A file created for an internal temporary table could cause problems
if the file was orphaned for some reason and the file name was reused
for later queries.
[11 Feb 2015 9:59] Laurynas Biveinis
5.5 $ git show -s 5a587b6d
commit 5a587b6d2897e786b515d05a09b37ef81695dab7
Author: Nisha Gopalakrishnan <nisha.gopalakrishnan@oracle.com>
Date:   Mon Nov 24 20:24:18 2014 +0530

    BUG#11747548: DETECT ORPHAN TEMP-POOL FILES, AND HANDLE GRACEFULLY
    
    Analysis:
    --------
    Certain queries using intrinsic temporary tables may fail due to
    name clashes in the file name for the temporary table when the
    'temp-pool' enabled.
    
    'temp-pool' tries to reduce the number of different filenames used for
    temp tables by allocating them from small pool in order to avoid
    problems in the Linux kernel by using a three part filename:
    <tmp_file_prefix>_<pid>_<temp_pool_slot_num>.
    The bit corresponding to the temp_pool_slot_num is set in the bit
    map maintained for the temp-pool when it used for the file name.
    It is cleared after the temp table is deleted for re-use.
    
    The 'create_tmp_table()' function call under error condition
    tries to clear the same bit twice by calling 'free_tmp_table()'
    and 'bitmap_lock_clear_bit()'. 'free_tmp_table()' does a delete
    of the table/file and clears the bit by calling the same function
    'bitmap_lock_clear_bit()'.
    
    The issue reported can be triggered under the timing window mentioned
    below for an error condition while creating the temp table:
    a) THD1: Due to an error clears the temp pool slot number used by it
       by calling 'free_tmp_table'.
    b) THD2: In the process of creating the temp table by using an unused
       slot number in the bit map.
    c) THD1: Clears the slot number used THD2 by calling
      'bitmap_lock_clear_bit()' after completing the call 'free_tmp_table'.
    d) THD3: Uses the slot number used the THD2 since it is freed by THD1.
       When it tries to create the temp file using that slot number,
       an error is reported since it is currently in use by THD2.
       [The error: Error 'Can't create/write to file
       '/tmp/#sql_277e_0.MYD' (Errcode: 17)']
    
    Another issue which may occur in 5.6 and trunk is that:
    When the open temporary table fails after its creation(due to ulimit
    or OOM error), the file is not deleted.

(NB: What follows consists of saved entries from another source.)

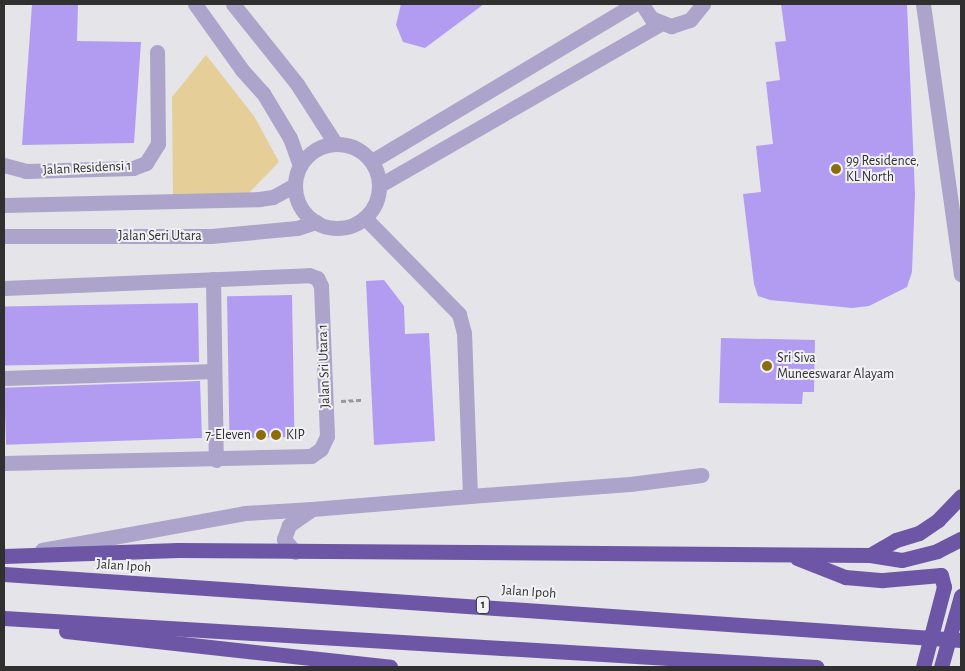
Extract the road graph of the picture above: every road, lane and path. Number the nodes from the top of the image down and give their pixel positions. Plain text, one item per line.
1 (195, 4) edge
2 (233, 4) edge
3 (634, 4) edge
4 (642, 4) edge
5 (703, 4) edge
6 (923, 4) edge
7 (660, 24) junction
8 (157, 52) dead end
9 (335, 143) junction
10 (372, 162) junction
11 (300, 165) junction
12 (4, 166) edge
13 (295, 185) junction
14 (380, 185) junction
15 (4, 205) edge
16 (365, 218) junction
17 (316, 222) junction
18 (4, 236) edge
19 (961, 274) edge
20 (213, 279) junction
21 (4, 288) edge
22 (214, 371) junction
23 (4, 378) edge
24 (362, 400) dead end
25 (325, 401) junction
26 (216, 460) junction
27 (4, 463) edge
28 (701, 475) dead end
29 (470, 496) junction
30 (961, 496) edge
31 (312, 509) junction
32 (961, 539) edge
33 (294, 552) junction
34 (11, 555) edge
35 (789, 555) junction
36 (870, 555) junction
37 (4, 574) edge
38 (961, 596) edge
39 (4, 618) edge
40 (4, 624) edge
41 (961, 640) edge
42 (390, 667) edge
43 (817, 667) edge
44 (923, 667) edge
45 (941, 667) edge

1 - 11 street
2 - 9 street
3 - 10 street
4 - 7 street
5 - 7 street
6 - 19 street
7 - 14 street
8 - 12 street, Jalan Residensi 1
9 - 10 street
9 - 11 street
10 - 14 street
11 - 13 street
13 - 15 street
13 - 17 street
14 - 16 street
16 - 17 street
16 - 29 street
17 - 18 street, Jalan Seri Utara
20 - 21 street, Jalan Sri Utara 1
20 - 22 street
20 - 25 street, Jalan Sri Utara 1
22 - 23 street
22 - 26 street
24 - 25 path
25 - 26 street, Jalan Sri Utara 1
26 - 27 street, Jalan Sri Utara 1
28 - 29 street
29 - 31 street
30 - 36 highway
31 - 33 street
31 - 34 street
32 - 36 highway
33 - 34 highway
33 - 35 highway
35 - 36 highway
35 - 44 highway, bridge
37 - 41 highway, Jalan Ipoh / 1
38 - 45 highway, bridge
39 - 43 highway
40 - 42 highway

Thus further attempts to use
    the same slot number in the 'temp-pool' results in failure.
    
    Fix:
    ---
    a) Under the error condition calling the 'bitmap_lock_clear_bit()'
       function to clear the bit is unnecessary since 'free_tmp_table()'
       deletes the table/file and clears the bit. Hence removed the
       redundant call 'bitmap_lock_clear_bit()' in 'create_tmp_table()'
       This prevents the timing window under which the issue reported
       can be seen.
    
    b) If open of the temporary table fails, then the file is deleted
       thus allowing the temp-pool slot number to be utilized for the
       subsequent temporary table creation.
    
    c) Also if the attempt to create temp table fails since it already
       exists, the temp-pool slot for it is marked as used, to avoid
       the problem from re-appearing.
[12 Feb 2015 13:05] Laurynas Biveinis
5.6 $ git show -s 432078d
commit 432078dc748a79a631c8e54e83ffe548060fc859
Author: Nisha Gopalakrishnan <nisha.gopalakrishnan@oracle.com>
Date:   Tue Nov 25 15:55:34 2014 +0530

    BUG11747548: DETECT ORPHAN TEMP-POOL FILES, AND HANDLE GRACEFULLY
    
    Follow up patch to fix the test case failure.